__Exercise details__
Return all entries word for word, but drop any images.

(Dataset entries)
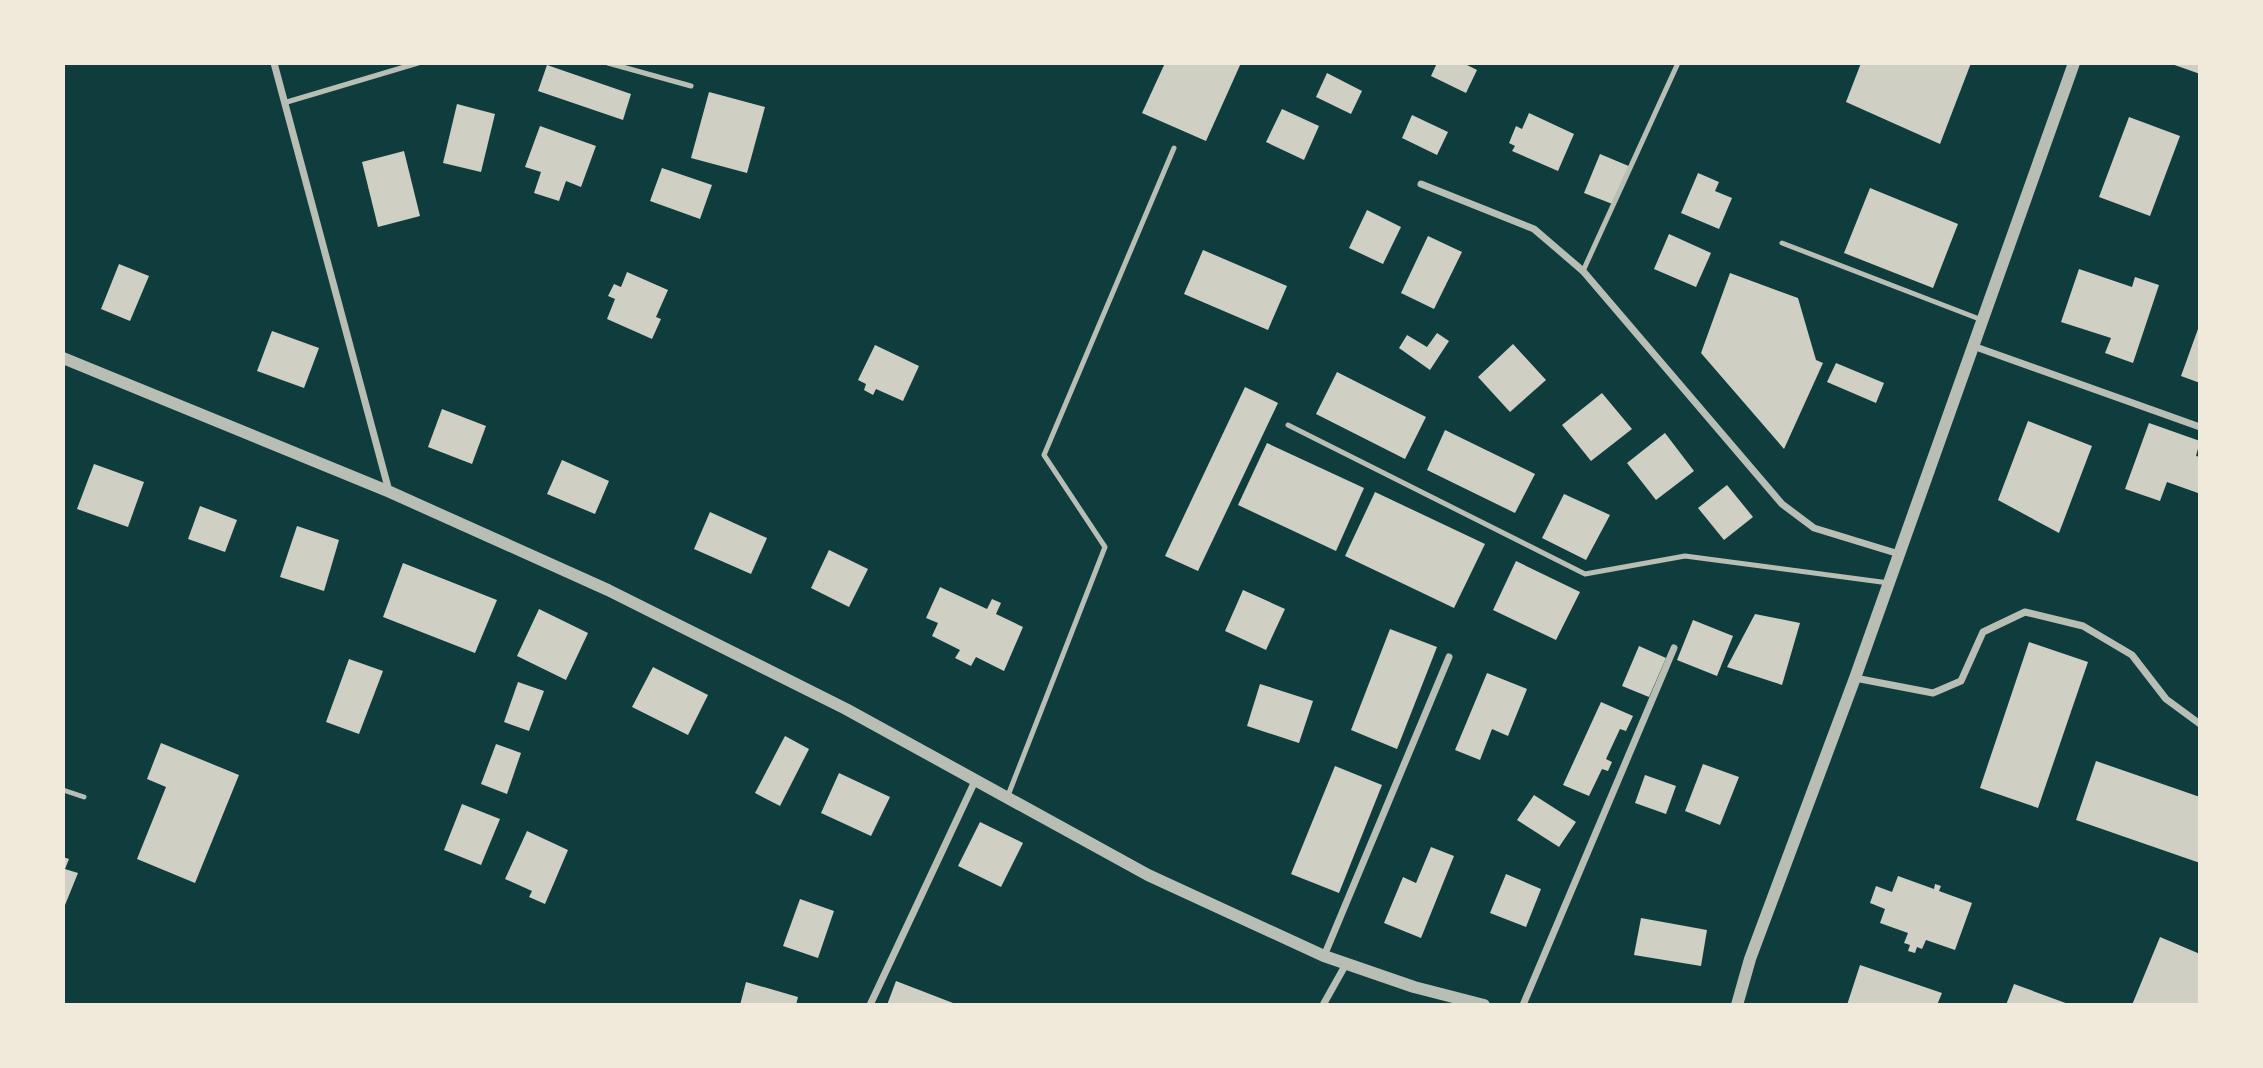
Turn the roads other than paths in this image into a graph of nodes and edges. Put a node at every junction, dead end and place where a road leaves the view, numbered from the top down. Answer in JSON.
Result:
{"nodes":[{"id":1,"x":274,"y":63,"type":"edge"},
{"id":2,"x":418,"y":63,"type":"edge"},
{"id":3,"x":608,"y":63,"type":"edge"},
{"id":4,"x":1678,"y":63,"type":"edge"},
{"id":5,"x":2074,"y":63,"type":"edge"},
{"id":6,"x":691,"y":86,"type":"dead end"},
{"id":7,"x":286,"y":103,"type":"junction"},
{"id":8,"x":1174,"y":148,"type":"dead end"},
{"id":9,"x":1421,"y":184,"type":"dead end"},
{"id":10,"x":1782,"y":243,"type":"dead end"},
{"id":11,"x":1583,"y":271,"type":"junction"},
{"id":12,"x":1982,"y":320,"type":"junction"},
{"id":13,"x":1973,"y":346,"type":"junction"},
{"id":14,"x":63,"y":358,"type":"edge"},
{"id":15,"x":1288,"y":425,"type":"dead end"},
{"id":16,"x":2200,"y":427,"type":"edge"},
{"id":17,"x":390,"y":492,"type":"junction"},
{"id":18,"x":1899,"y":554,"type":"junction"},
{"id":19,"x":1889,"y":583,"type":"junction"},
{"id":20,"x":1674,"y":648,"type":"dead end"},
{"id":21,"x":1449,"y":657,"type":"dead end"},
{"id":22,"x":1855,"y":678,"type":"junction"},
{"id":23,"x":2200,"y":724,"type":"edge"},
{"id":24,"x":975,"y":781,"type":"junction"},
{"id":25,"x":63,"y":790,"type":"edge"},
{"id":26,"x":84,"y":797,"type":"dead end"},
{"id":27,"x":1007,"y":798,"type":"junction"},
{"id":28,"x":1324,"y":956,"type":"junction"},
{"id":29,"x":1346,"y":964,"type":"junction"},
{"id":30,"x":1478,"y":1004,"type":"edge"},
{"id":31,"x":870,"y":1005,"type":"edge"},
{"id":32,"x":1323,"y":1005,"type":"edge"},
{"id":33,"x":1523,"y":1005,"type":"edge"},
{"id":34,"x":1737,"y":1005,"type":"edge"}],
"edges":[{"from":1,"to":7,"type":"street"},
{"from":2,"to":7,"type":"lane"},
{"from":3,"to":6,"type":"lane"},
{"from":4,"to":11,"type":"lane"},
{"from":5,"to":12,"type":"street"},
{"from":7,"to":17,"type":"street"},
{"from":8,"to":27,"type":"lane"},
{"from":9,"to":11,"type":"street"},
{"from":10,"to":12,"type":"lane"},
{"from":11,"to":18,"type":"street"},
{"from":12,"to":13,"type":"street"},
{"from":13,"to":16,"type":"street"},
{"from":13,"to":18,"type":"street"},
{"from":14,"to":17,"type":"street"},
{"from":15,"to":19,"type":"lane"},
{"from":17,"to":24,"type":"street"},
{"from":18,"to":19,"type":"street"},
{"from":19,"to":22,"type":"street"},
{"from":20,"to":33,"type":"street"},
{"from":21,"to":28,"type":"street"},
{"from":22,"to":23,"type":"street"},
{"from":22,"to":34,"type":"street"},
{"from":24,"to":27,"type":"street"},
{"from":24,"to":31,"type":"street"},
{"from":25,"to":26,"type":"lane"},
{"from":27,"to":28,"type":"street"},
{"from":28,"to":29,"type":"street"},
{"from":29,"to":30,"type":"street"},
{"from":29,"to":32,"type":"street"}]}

__Result for this exercise__
Turn the roads other than paths in this image into a graph of nodes and edges. Put a node at every junction, dead end and place where a road leaves the view, numbered from the top down. Answer in JSON.
Result:
{"nodes":[{"id":1,"x":274,"y":63,"type":"edge"},
{"id":2,"x":418,"y":63,"type":"edge"},
{"id":3,"x":608,"y":63,"type":"edge"},
{"id":4,"x":1678,"y":63,"type":"edge"},
{"id":5,"x":2074,"y":63,"type":"edge"},
{"id":6,"x":691,"y":86,"type":"dead end"},
{"id":7,"x":286,"y":103,"type":"junction"},
{"id":8,"x":1174,"y":148,"type":"dead end"},
{"id":9,"x":1421,"y":184,"type":"dead end"},
{"id":10,"x":1782,"y":243,"type":"dead end"},
{"id":11,"x":1583,"y":271,"type":"junction"},
{"id":12,"x":1982,"y":320,"type":"junction"},
{"id":13,"x":1973,"y":346,"type":"junction"},
{"id":14,"x":63,"y":358,"type":"edge"},
{"id":15,"x":1288,"y":425,"type":"dead end"},
{"id":16,"x":2200,"y":427,"type":"edge"},
{"id":17,"x":390,"y":492,"type":"junction"},
{"id":18,"x":1899,"y":554,"type":"junction"},
{"id":19,"x":1889,"y":583,"type":"junction"},
{"id":20,"x":1674,"y":648,"type":"dead end"},
{"id":21,"x":1449,"y":657,"type":"dead end"},
{"id":22,"x":1855,"y":678,"type":"junction"},
{"id":23,"x":2200,"y":724,"type":"edge"},
{"id":24,"x":975,"y":781,"type":"junction"},
{"id":25,"x":63,"y":790,"type":"edge"},
{"id":26,"x":84,"y":797,"type":"dead end"},
{"id":27,"x":1007,"y":798,"type":"junction"},
{"id":28,"x":1324,"y":956,"type":"junction"},
{"id":29,"x":1346,"y":964,"type":"junction"},
{"id":30,"x":1478,"y":1004,"type":"edge"},
{"id":31,"x":870,"y":1005,"type":"edge"},
{"id":32,"x":1323,"y":1005,"type":"edge"},
{"id":33,"x":1523,"y":1005,"type":"edge"},
{"id":34,"x":1737,"y":1005,"type":"edge"}],
"edges":[{"from":1,"to":7,"type":"street"},
{"from":2,"to":7,"type":"lane"},
{"from":3,"to":6,"type":"lane"},
{"from":4,"to":11,"type":"lane"},
{"from":5,"to":12,"type":"street"},
{"from":7,"to":17,"type":"street"},
{"from":8,"to":27,"type":"lane"},
{"from":9,"to":11,"type":"street"},
{"from":10,"to":12,"type":"lane"},
{"from":11,"to":18,"type":"street"},
{"from":12,"to":13,"type":"street"},
{"from":13,"to":16,"type":"street"},
{"from":13,"to":18,"type":"street"},
{"from":14,"to":17,"type":"street"},
{"from":15,"to":19,"type":"lane"},
{"from":17,"to":24,"type":"street"},
{"from":18,"to":19,"type":"street"},
{"from":19,"to":22,"type":"street"},
{"from":20,"to":33,"type":"street"},
{"from":21,"to":28,"type":"street"},
{"from":22,"to":23,"type":"street"},
{"from":22,"to":34,"type":"street"},
{"from":24,"to":27,"type":"street"},
{"from":24,"to":31,"type":"street"},
{"from":25,"to":26,"type":"lane"},
{"from":27,"to":28,"type":"street"},
{"from":28,"to":29,"type":"street"},
{"from":29,"to":30,"type":"street"},
{"from":29,"to":32,"type":"street"}]}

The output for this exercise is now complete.